Another concern of media mergers, which also include 1995's Disney-Capital Cities/ABC merger and the 1999 CBS-Viacom deal, is self-censorship on the part of the news half of the organization. Tifft says there is a "danger that because you're covering yourself--and it's hard to avoid covering yourself--that you're going to pull your punches." There are financial pressures inherent in any company, questions of debt or profit, and "it's hard to stand apart from those pressures."

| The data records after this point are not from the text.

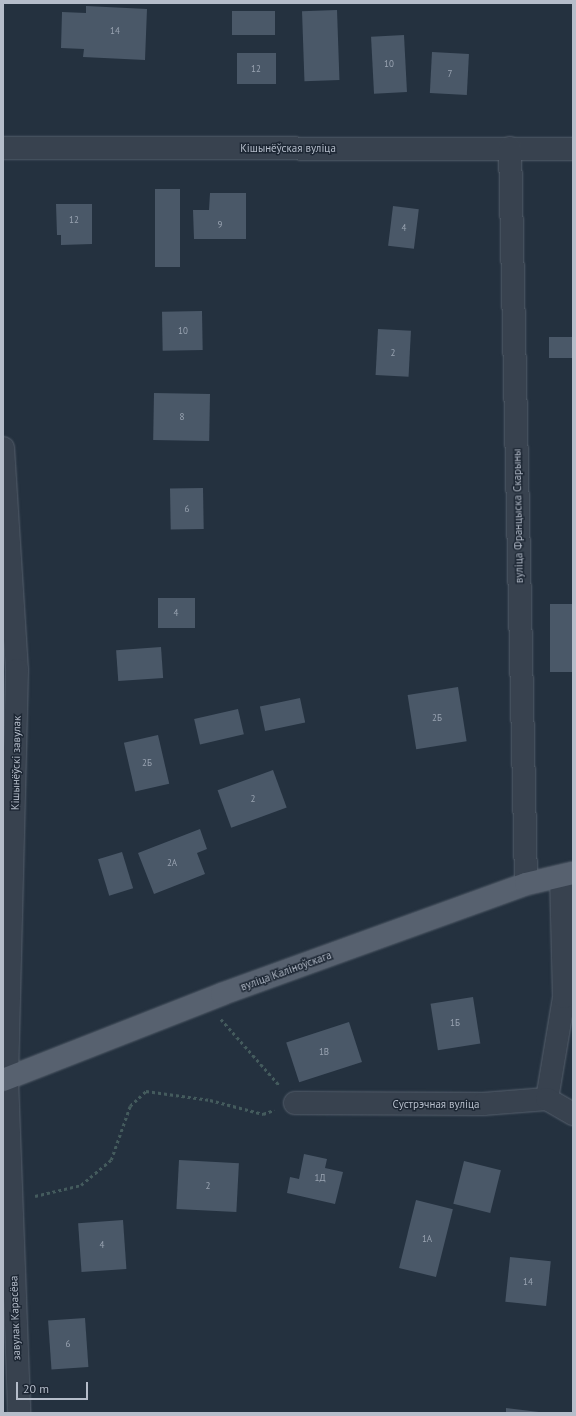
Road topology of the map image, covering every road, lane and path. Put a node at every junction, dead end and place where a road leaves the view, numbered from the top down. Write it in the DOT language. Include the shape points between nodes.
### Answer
graph roads {
  1 [pos="3,148"];
  2 [pos="510,148"];
  3 [pos="573,149"];
  4 [pos="3,448"];
  5 [pos="567,876"];
  6 [pos="526,884"];
  7 [pos="204,1000"];
  8 [pos="5,1080"];
  9 [pos="547,1099"];
  10 [pos="295,1102"];
  11 [pos="573,1114"];
  12 [pos="11,1202"];
  13 [pos="19,1413"];
  1 -- 2 [label="street, Кішынёўская вуліца"];
  2 -- 3 [label="street, Кішынёўская вуліца"];
  2 -- 6 [label="street, вуліца Францыска Скарыны"];
  4 -- 8 [label="street, Кішынёўскі завулак" via="17,670"];
  5 -- 6 [label="main road, вуліца Каліноўскага"];
  5 -- 9 [label="street" via="564,997"];
  6 -- 7 [label="main road, вуліца Каліноўскага"];
  7 -- 8 [label="main road, вуліца Каліноўскага"];
  7 -- 10 [label="path"];
  8 -- 12 [label="street, завулак Карасёва"];
  9 -- 10 [label="street, Сустрэчная вуліца" via="483,1104"];
  9 -- 11 [label="street"];
  10 -- 12 [label="path" via="263,1114 210,1100 146,1091 130,1106 111,1160 81,1185"];
  12 -- 13 [label="street, завулак Карасёва"];
}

Tifft, who was working at Time when Time Inc. and Warner Bros. merged in 1989, says credibility is an enormous asset for a news organization, and merger-day remarks by Time Warner's Gerald Levin and AOL's Steve Case have shown the new company values that credibility. In the first issue of Time after the merger was announced, a letter to the readers promised to continue "the separation of church and state," as the divide between news and advertising is known in journalism, and to continue to practice high-quality, independent journalism.

"They had all the buzzwords in there," says Tifft. "So now I think the thing for consumers to do is say, 'We're going to hold you to that. You made this pledge in public, you put it in writing, and we're tacking it up on our bulletin boards and we're going to see whether or not that's the case.'"

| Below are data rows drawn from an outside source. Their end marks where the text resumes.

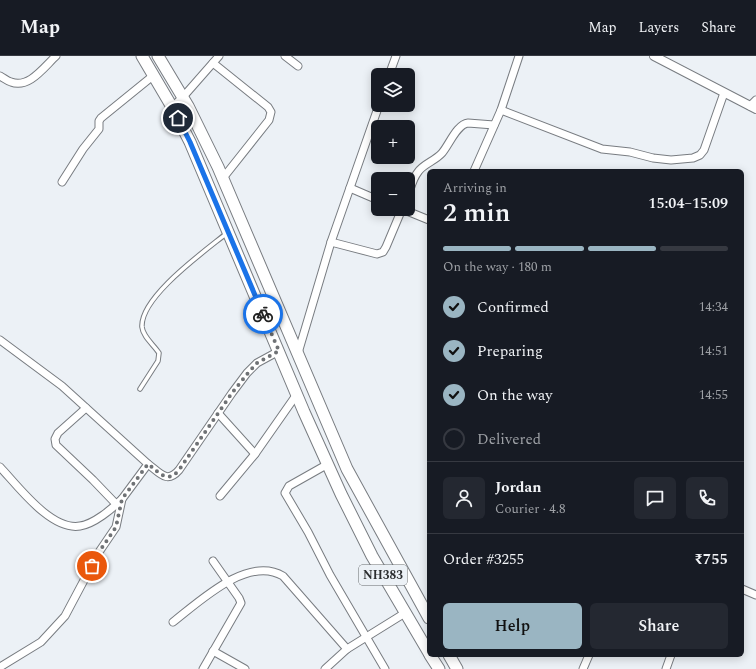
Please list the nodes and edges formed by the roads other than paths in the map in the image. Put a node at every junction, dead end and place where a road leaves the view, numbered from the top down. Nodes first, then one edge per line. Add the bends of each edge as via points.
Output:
1 (56, 56) edge
2 (142, 56) edge
3 (158, 56) edge
4 (219, 56) edge
5 (285, 56) edge
6 (396, 56) edge
7 (519, 56) edge
8 (660, 57) edge
9 (213, 63) junction
10 (298, 66) dead end
11 (392, 68) edge
12 (154, 75) junction
13 (0, 76) edge
14 (724, 93) junction
15 (183, 97) junction
16 (754, 105) edge
17 (172, 107) junction
18 (501, 110) junction
19 (377, 112) edge
20 (494, 125) junction
21 (475, 169) edge
22 (223, 178) junction
23 (415, 178) edge
24 (62, 182) dead end
25 (350, 188) junction
26 (371, 197) edge
27 (415, 214) edge
28 (399, 216) edge
29 (427, 219) edge
30 (229, 232) junction
31 (331, 242) junction
32 (0, 340) edge
33 (279, 351) junction
34 (298, 353) junction
35 (140, 389) dead end
36 (297, 394) junction
37 (86, 408) junction
38 (218, 413) junction
39 (255, 454) junction
40 (148, 464) junction
41 (328, 464) junction
42 (0, 467) edge
43 (220, 496) dead end
44 (119, 502) junction
45 (213, 561) dead end
46 (228, 582) junction
47 (744, 590) edge
48 (756, 595) edge
49 (405, 613) junction
50 (427, 614) edge
51 (173, 622) dead end
52 (366, 637) junction
53 (347, 649) junction
54 (427, 650) edge
55 (213, 651) junction
56 (443, 657) edge
57 (450, 657) edge
58 (588, 657) edge
59 (670, 657) edge
60 (433, 660) edge
61 (0, 667) edge
62 (203, 669) edge
63 (245, 669) edge
64 (324, 669) edge
65 (385, 669) edge
66 (458, 669) edge
67 (583, 669) edge
68 (666, 669) edge

1 - 13 street via 29,81 19,84
2 - 12 highway, NH383
3 - 15 highway, NH383
4 - 9 street
5 - 10 street
6 - 11 street
7 - 18 street
8 - 14 street
9 - 15 street
9 - 22 street via 271,112 269,120
12 - 17 highway, NH383
12 - 24 street via 99,120 99,129
14 - 16 street
14 - 18 street via 704,150 693,158 671,160 602,149
15 - 17 street
15 - 22 highway, NH383
17 - 30 highway, NH383
18 - 20 street
19 - 25 street
20 - 21 street
20 - 23 street via 464,123 441,154 431,163 421,167
22 - 34 highway, NH383
25 - 26 street
25 - 31 street
27 - 29 street
28 - 31 street via 383,252 377,254
30 - 33 highway, NH383
30 - 35 lane via 177,275 154,297 146,310 142,328 159,353 158,361
31 - 34 street
32 - 37 street via 62,386
33 - 36 highway, NH383
33 - 38 street via 257,363
34 - 50 highway, NH383 via 347,469
36 - 39 street
36 - 41 highway, NH383
37 - 40 street
37 - 44 street via 58,433 56,445
38 - 39 street
38 - 40 street via 174,476 164,477
39 - 43 street
40 - 44 street
41 - 49 highway, NH383 via 372,556
41 - 52 street via 289,486 285,493
42 - 44 street via 33,503 56,521 66,525 80,526 89,523
44 - 61 street via 116,527 99,552 65,616 42,642
45 - 46 street
46 - 51 street
46 - 53 street via 243,574 269,570 277,572
46 - 55 street via 241,603
47 - 48 street
49 - 52 street
49 - 54 highway, NH383
52 - 53 street
52 - 65 street
53 - 64 street
55 - 62 street
55 - 63 street
56 - 60 street
57 - 66 highway
58 - 67 street
59 - 68 street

In fact, in the following weeks, both CNN and Time provided in-depth coverage of an $8-billion class-action lawsuit filed against AOL by computer users alleging that its new version 5.0 causes serious problems with computer hard drives. And Tifft says there is an argument to be made that a larger company will help a news organization, making it possible to "take some risks, insulate our news operations, and let them do the best journalism they possibly can. And if they don't make a profit in any one year, so be it, because a news operation is different from a widget factory. You're serving a very different purpose. You're serving the public, and you can't always be thinking about what's profitable or you won't do good journalism."

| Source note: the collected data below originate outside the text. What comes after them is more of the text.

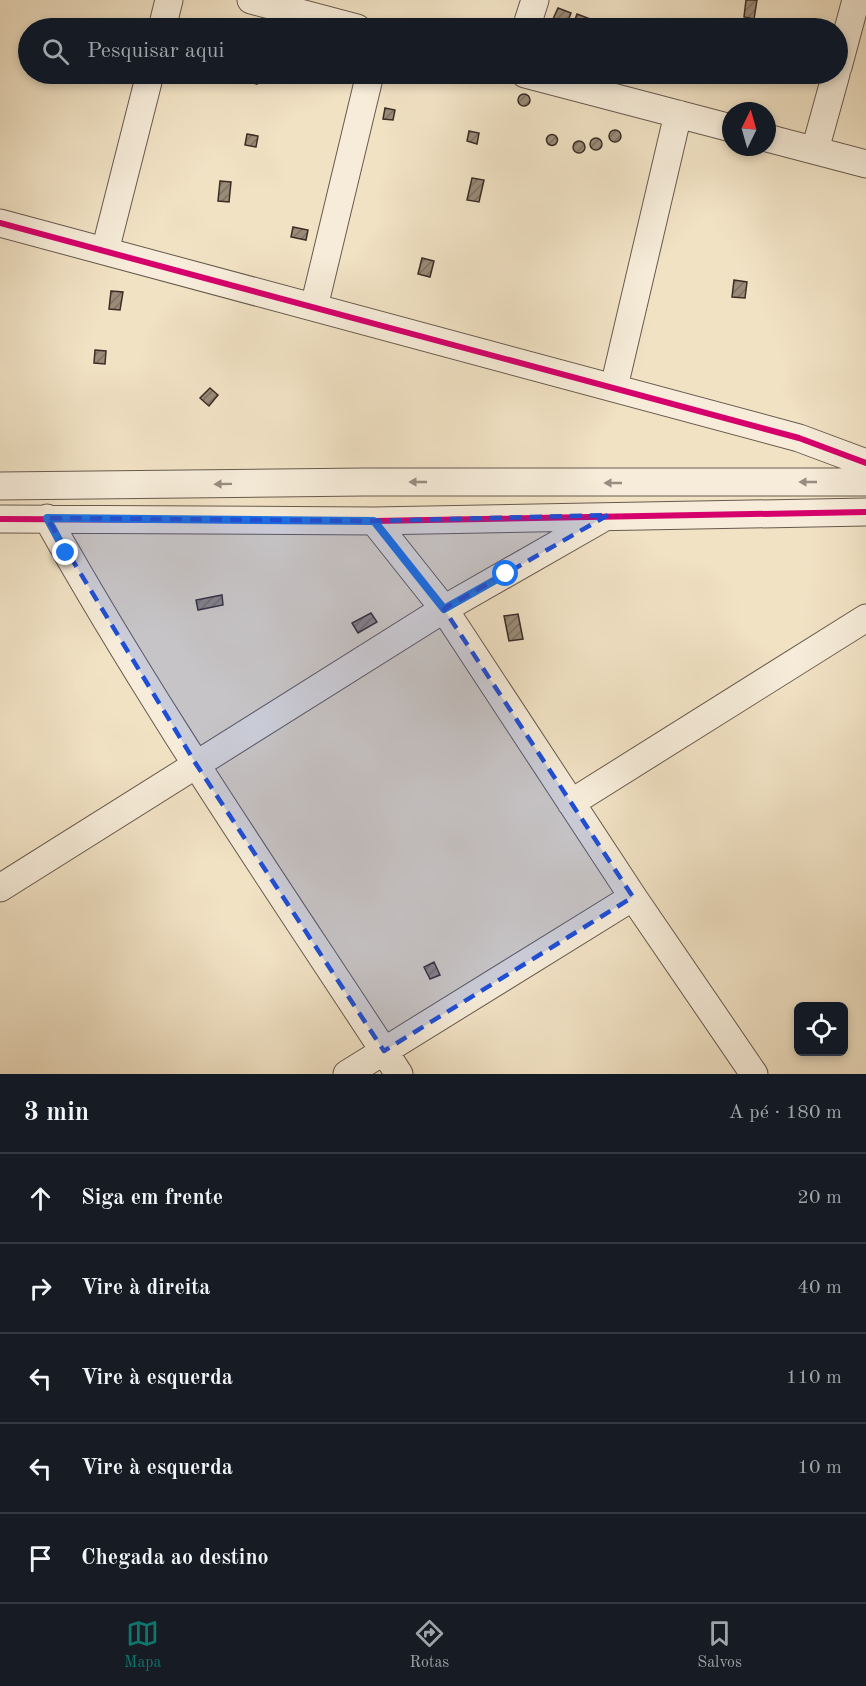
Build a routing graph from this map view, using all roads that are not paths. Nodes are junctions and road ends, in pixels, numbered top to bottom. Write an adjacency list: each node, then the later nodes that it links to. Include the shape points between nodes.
1 (169, 0): 5 (street)
2 (251, 0): 6 (street)
3 (535, 0): 7 (street)
4 (856, 0): 8 (street)
5 (164, 18)
6 (319, 18)
7 (529, 18)
8 (848, 28)
9 (147, 84): 19 (street)
10 (368, 84): 20 (street)
11 (563, 84): 13 (street)
12 (833, 84): 16 (street)
13 (678, 114): 14 (street); 21 (street)
14 (722, 126)
15 (776, 140): 16 (street)
16 (815, 150): 17 (street)
17 (866, 164)
18 (0, 223): 19 (street)
19 (105, 251): 20 (street)
20 (314, 307): 21 (street)
21 (614, 387): 22 (street, via 799,438)
22 (866, 463)
23 (866, 482): 24 (street, one-way to 24)
24 (0, 486)
25 (866, 512): 26 (street)
26 (608, 515): 29 (street); 30 (street)
27 (47, 518): 28 (street); 29 (street); 32 (street)
28 (0, 519)
29 (374, 521): 30 (street)
30 (444, 609): 32 (street); 33 (street)
31 (866, 618): 33 (street)
32 (196, 764): 34 (street); 36 (street)
33 (571, 803): 35 (street)
34 (4, 876)
35 (633, 897): 36 (street); 39 (street)
36 (384, 1051): 37 (street); 38 (street)
37 (347, 1074)
38 (399, 1074)
39 (754, 1074)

The question of profit and the public interest is one Tifft has posed to her class, quoting the First Amendment and its guarantee of free speech, and quoting an author saying that a capitalist press can never be truly free. "I said, how do you reconcile these two? On the one hand, you're guaranteed freedom of speech. On the other hand, there is no free speech, because of the profit motive. And that, to me, is the critical tension."

It is a tension that exists in terms of the free market and its regulations as well, making the questions of what to do about mega-mergers --if anything--more difficult to answer. "Anti-trust has always been an ideologically contradictory stance," says Alex Keyssar. "You're saying the government has to regulate in the interest of having a free and competitive economy, and that's got built-in contradictions. On the other side, we've got free competition. I emerge as the winner of that competition--so I'm Microsoft, and I'm the big boy on the block, and now you say I'm uncompetitive because I have an 80-percent market share, but I say I won it in free competition. During the early twentieth century, people spent a lot of time trying to distinguish between 'good' and 'bad' trusts."

Bradley reiterates the notion of specific versus general, seeing a greater good in the economic cycle even as he admits certain shortcomings. In the airlines, for instance, he says, "it's pretty apparent. You don't have to be a Ph.D. in economics to know that when two airlines combine and there's only one provision [of services], then prices go up. On a case-by-case basis, you could maybe argue that employment is being compromised and prices are being raised."

But on the whole, Bradley says the bigger picture is positive. "If you were the social dictator in the sky, if you were the one who was saying how the game should be played and your goal was to maximize the value of the country, then you would say, yes, let's keep mergers and acquisitions. They do very well in reallocating resources."